But it is in Anthony Hopkins as the titular Lear where this adaptation finds its most impossible bounty of riches. Hopkins is still flawless, all these years deep into his career, providing the snarling madness and keen cruelty King Lear has to offer with such biting venom and shocking passion, it’s mesmerizing to watch. His read on Lear, along with Richard Eyre’s direction, is full of furious anger and perceived slights, his lost mind so large and looming, it can swallow up everyone else in his scenes. But it’s so powerful a performance, one I did not expect Hopkins to still have in him, with quieter roles as of late.

The land Lear leaves behind and wanders is dreary, grey, and wet, leaving the image to be bleak and dire in its presentation. Given its subject matter, it fits incredibly well, with Lear and his small retinue trudging through the muck as his mad lines rattle out into the cold.
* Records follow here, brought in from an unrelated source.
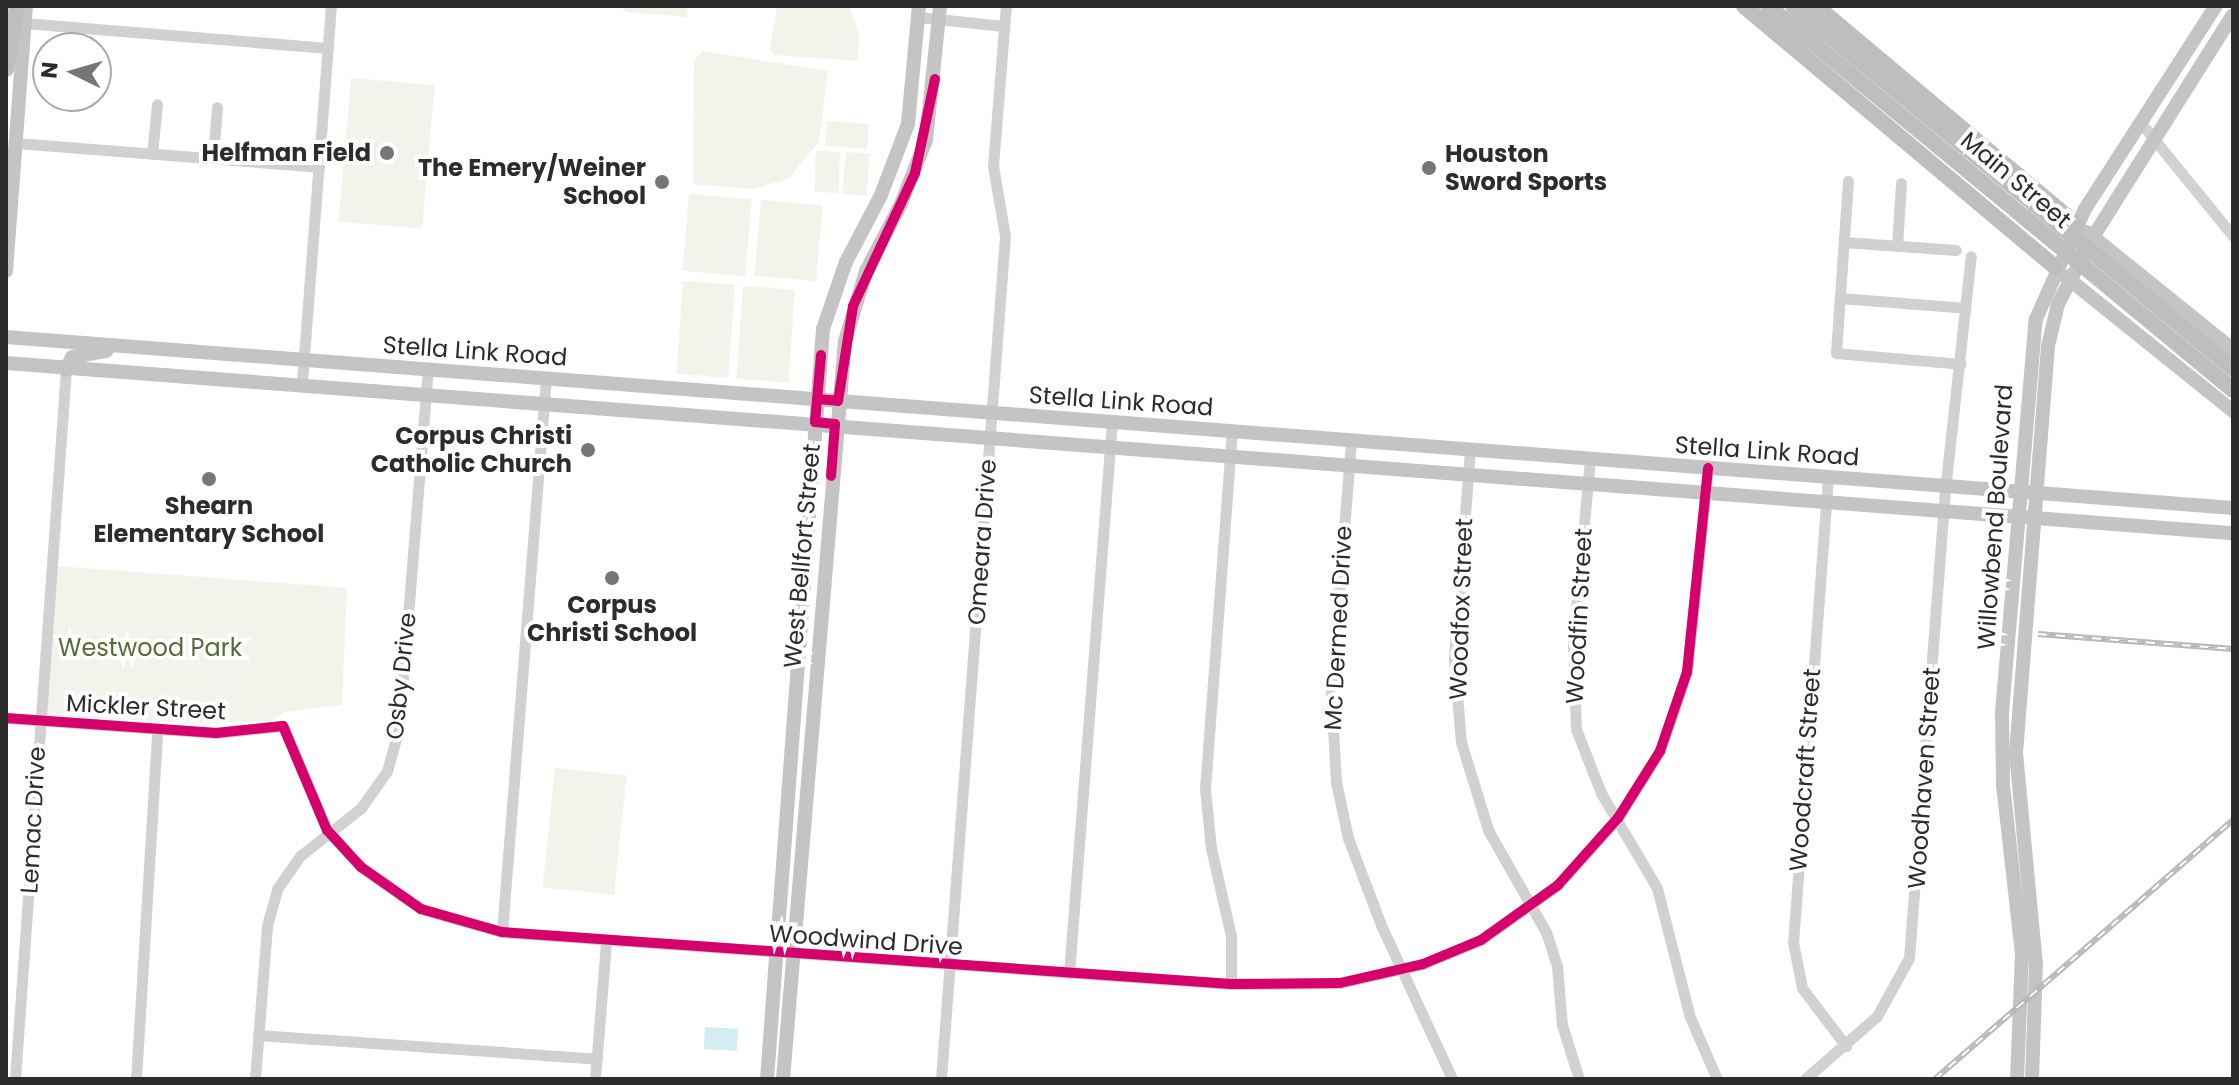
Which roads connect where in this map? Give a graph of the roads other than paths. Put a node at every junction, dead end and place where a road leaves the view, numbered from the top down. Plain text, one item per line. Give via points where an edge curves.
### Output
1 (17, 6) edge
2 (26, 6) edge
3 (331, 6) edge
4 (1006, 6) edge
5 (1744, 6) edge
6 (1768, 6) edge
7 (1793, 6) edge
8 (1816, 6) edge
9 (2216, 6) edge
10 (918, 12) edge
11 (940, 13) edge
12 (2233, 15) edge
13 (2207, 20) junction
14 (24, 23) junction
15 (1004, 26) junction
16 (2223, 30) junction
17 (329, 32) junction
18 (342, 33) dead end
19 (328, 48) junction
20 (6, 69) edge
21 (157, 104) dead end
22 (217, 107) dead end
23 (2140, 122) junction
24 (2154, 136) junction
25 (16, 143) junction
26 (152, 154) junction
27 (213, 159) junction
28 (319, 167) junction
29 (1848, 181) dead end
30 (1901, 183) dead end
31 (2036, 208) junction
32 (2077, 225) junction
33 (2233, 236) edge
34 (2093, 237) junction
35 (2021, 241) junction
36 (1844, 242) junction
37 (854, 245) junction
38 (1897, 246) junction
39 (1956, 250) dead end
40 (1971, 256) dead end
41 (873, 257) junction
42 (2127, 265) junction
43 (2055, 267) junction
44 (6, 271) edge
45 (2069, 279) junction
46 (1840, 298) junction
47 (2101, 305) junction
48 (1966, 308) junction
49 (6, 337) edge
50 (146, 348) junction
51 (2233, 350) edge
52 (304, 360) junction
53 (6, 363) edge
54 (1961, 364) junction
55 (428, 369) junction
56 (2233, 369) edge
57 (66, 370) junction
58 (2037, 370) junction
59 (546, 378) junction
60 (302, 382) junction
61 (2233, 390) edge
62 (426, 392) junction
63 (817, 399) junction
64 (544, 401) junction
65 (838, 401) junction
66 (2233, 411) edge
67 (992, 413) junction
68 (815, 422) junction
69 (1112, 422) junction
70 (835, 424) junction
71 (1232, 432) junction
72 (990, 436) junction
73 (1351, 441) junction
74 (1110, 445) junction
75 (1470, 450) junction
76 (1230, 455) junction
77 (1590, 459) junction
78 (1349, 464) junction
79 (1708, 468) junction
80 (1468, 473) junction
81 (1828, 478) junction
82 (1587, 482) junction
83 (1945, 487) junction
84 (1706, 491) junction
85 (2019, 492) junction
86 (2036, 494) junction
87 (1826, 501) junction
88 (2230, 508) edge
89 (1944, 510) junction
90 (2017, 516) junction
91 (2034, 517) junction
92 (806, 530) junction
93 (825, 531) junction
94 (2230, 532) edge
95 (2010, 712) junction
96 (6, 718) edge
97 (38, 720) junction
98 (803, 720) junction
99 (283, 726) joint
100 (157, 731) junction
101 (1618, 818) junction
102 (327, 830) junction
103 (1532, 905) junction
104 (502, 932) junction
105 (606, 941) junction
106 (784, 955) junction
107 (949, 965) junction
108 (2029, 969) junction
109 (1400, 971) junction
110 (1069, 973) junction
111 (1231, 984) junction
112 (258, 1035) junction
113 (1846, 1046) junction
114 (597, 1059) junction
115 (775, 1077) edge
116 (15, 1079) edge
117 (136, 1079) edge
118 (255, 1079) edge
119 (595, 1079) edge
120 (941, 1079) edge
121 (1452, 1079) edge
122 (1579, 1079) edge
123 (1717, 1079) edge
124 (1805, 1079) edge
125 (2017, 1079) edge
126 (2032, 1079) edge

1 - 20 highway
2 - 14 main road
3 - 17 street
4 - 15 street, Omeara Drive
5 - 35 highway
6 - 31 highway, Main Street
7 - 31 highway, Main Street
8 - 31 highway
9 - 13 main road, Willowbend Boulevard
10 - 11 street
10 - 37 main road, West Bellfort Street via 908,124
11 - 15 street
11 - 41 main road, West Bellfort Street via 926,140
12 - 16 main road, Willowbend Boulevard
13 - 16 main road
13 - 23 main road, Willowbend Boulevard
14 - 19 street
14 - 25 main road
15 - 67 street, Omeara Drive via 993,166 1005,236
16 - 24 main road, Willowbend Boulevard
17 - 18 street
17 - 19 street
19 - 28 street
21 - 26 street
22 - 27 street
23 - 24 street
23 - 32 main road, Willowbend Boulevard
24 - 33 street
24 - 34 main road, Willowbend Boulevard
25 - 26 street
25 - 44 main road
26 - 27 street
27 - 28 street
28 - 52 street
29 - 36 street
30 - 38 street
31 - 32 highway
31 - 35 highway via 2050,214 2040,238
31 - 56 highway, Main Street, bridge
31 - 61 highway, Main Street, bridge
32 - 34 main road
32 - 43 main road, Willowbend Boulevard
34 - 42 main road
34 - 45 main road, Willowbend Boulevard
35 - 43 highway
36 - 38 street
36 - 46 street
37 - 41 main road
37 - 63 main road, West Bellfort Street via 823,329
38 - 39 street
40 - 48 street, Woodhaven Street
41 - 65 main road, West Bellfort Street via 853,306
42 - 47 main road via 2106,267 2095,285
42 - 51 main road
43 - 45 main road
43 - 58 main road, Willowbend Boulevard via 2036,319
45 - 47 main road
45 - 58 main road, Willowbend Boulevard
46 - 48 street
46 - 54 street via 1836,353
47 - 66 main road
48 - 54 street, Woodhaven Street
49 - 50 main road, Stella Link Road
50 - 52 main road, Stella Link Road
50 - 57 main road via 79,354
52 - 55 main road, Stella Link Road
52 - 60 street
53 - 57 main road, Stella Link Road
54 - 83 street, Woodhaven Street
55 - 59 main road, Stella Link Road
55 - 62 street, Osby Drive
57 - 60 main road, Stella Link Road
57 - 97 street, Lemac Drive
58 - 85 main road, Willowbend Boulevard
58 - 86 main road, Willowbend Boulevard
59 - 63 main road, Stella Link Road
59 - 64 street
60 - 62 main road, Stella Link Road
62 - 64 main road, Stella Link Road
62 - 102 street, Osby Drive via 399,728 387,771 361,808
63 - 65 main road, Stella Link Road
63 - 68 main road, West Bellfort Street
64 - 68 main road, Stella Link Road
64 - 104 street
65 - 67 main road, Stella Link Road
65 - 70 main road, West Bellfort Street
67 - 69 main road, Stella Link Road
67 - 72 street, Omeara Drive
68 - 70 main road, Stella Link Road
68 - 92 main road, West Bellfort Street
69 - 71 main road, Stella Link Road
69 - 74 street
70 - 72 main road, Stella Link Road
70 - 93 main road, West Bellfort Street
71 - 73 main road, Stella Link Road
71 - 76 street
72 - 74 main road, Stella Link Road
72 - 107 street, Omeara Drive
73 - 75 main road, Stella Link Road
73 - 78 street, Mc Dermed Drive
74 - 76 main road, Stella Link Road
74 - 110 street
75 - 77 main road, Stella Link Road
75 - 80 street, Woodfox Street
76 - 78 main road, Stella Link Road
76 - 111 street via 1205,789 1211,848 1231,936
77 - 79 main road, Stella Link Road
77 - 82 street, Woodfin Street
78 - 80 main road, Stella Link Road
78 - 109 street, Mc Dermed Drive via 1331,693 1332,753 1348,838
79 - 81 main road, Stella Link Road
79 - 84 street, Woodwind Drive
80 - 82 main road, Stella Link Road
80 - 103 street, Woodfox Street via 1455,637 1458,721 1480,811
81 - 83 main road, Stella Link Road
81 - 87 street, Woodcraft Street
82 - 84 main road, Stella Link Road
82 - 101 street, Woodfin Street via 1572,693 1586,763
83 - 85 main road, Stella Link Road
83 - 89 street, Woodhaven Street
84 - 87 main road, Stella Link Road
84 - 101 street, Woodwind Drive via 1687,672 1660,751
85 - 86 main road, Stella Link Road
85 - 90 main road, Willowbend Boulevard
86 - 88 main road, Stella Link Road
86 - 91 main road, Willowbend Boulevard
87 - 89 main road, Stella Link Road
87 - 113 street, Woodcraft Street via 1793,942 1802,988
88 - 94 main road
89 - 90 main road, Stella Link Road
89 - 113 street, Woodhaven Street via 1909,958 1885,1006
90 - 91 main road, Stella Link Road
90 - 95 main road, Willowbend Boulevard
91 - 94 main road, Stella Link Road
91 - 95 main road, Willowbend Boulevard
92 - 93 main road
92 - 98 main road, West Bellfort Street
93 - 98 main road, West Bellfort Street
95 - 108 main road, Willowbend Boulevard via 2003,784
96 - 97 street, Mickler Street
97 - 100 street, Mickler Street
97 - 116 street, Lemac Drive via 36,827
98 - 106 main road, West Bellfort Street
99 - 100 street, Mickler Street via 228,733
99 - 102 street, Woodwind Drive
100 - 117 street
101 - 103 street, Woodwind Drive via 1590,854
101 - 123 street, Woodfin Street via 1664,906 1690,1017
102 - 104 street, Woodwind Drive via 397,895 454,922
102 - 112 street, Osby Drive via 285,874 271,905
103 - 109 street, Woodwind Drive via 1481,940
103 - 122 street, Woodfox Street via 1557,966 1562,1025
104 - 105 street, Woodwind Drive
105 - 106 street, Woodwind Drive
105 - 114 street
106 - 107 street, Woodwind Drive
106 - 115 main road, West Bellfort Street
107 - 110 street, Woodwind Drive
107 - 120 street, Omeara Drive
108 - 125 main road, Willowbend Boulevard
108 - 126 main road, Willowbend Boulevard
109 - 111 street, Woodwind Drive via 1340,983
109 - 121 street, Mc Dermed Drive
110 - 111 street, Woodwind Drive
112 - 114 street
112 - 118 street, Osby Drive
113 - 124 street, Woodhaven Street
114 - 119 street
With a condensed cut, a 115 minute version of the stage play, some pieces are left behind and can cause some shortcuts. For those not familiar with the play, this can likely cause some confusion, as at times sudden shifts in the story happen and due to being fairly faithful in its adaptation, proper context is left to quick dialogue and small liberties with scene changes.

It is a small but noticeable detriment to an otherwise beautiful adaptation. I could have used more, but at its length now, the adaptation is well worthy of a visit. The talent at hand is masterful, and brings us another Hopkins performance for the ages. King Lear is one of my favorite plays, and this does it justice.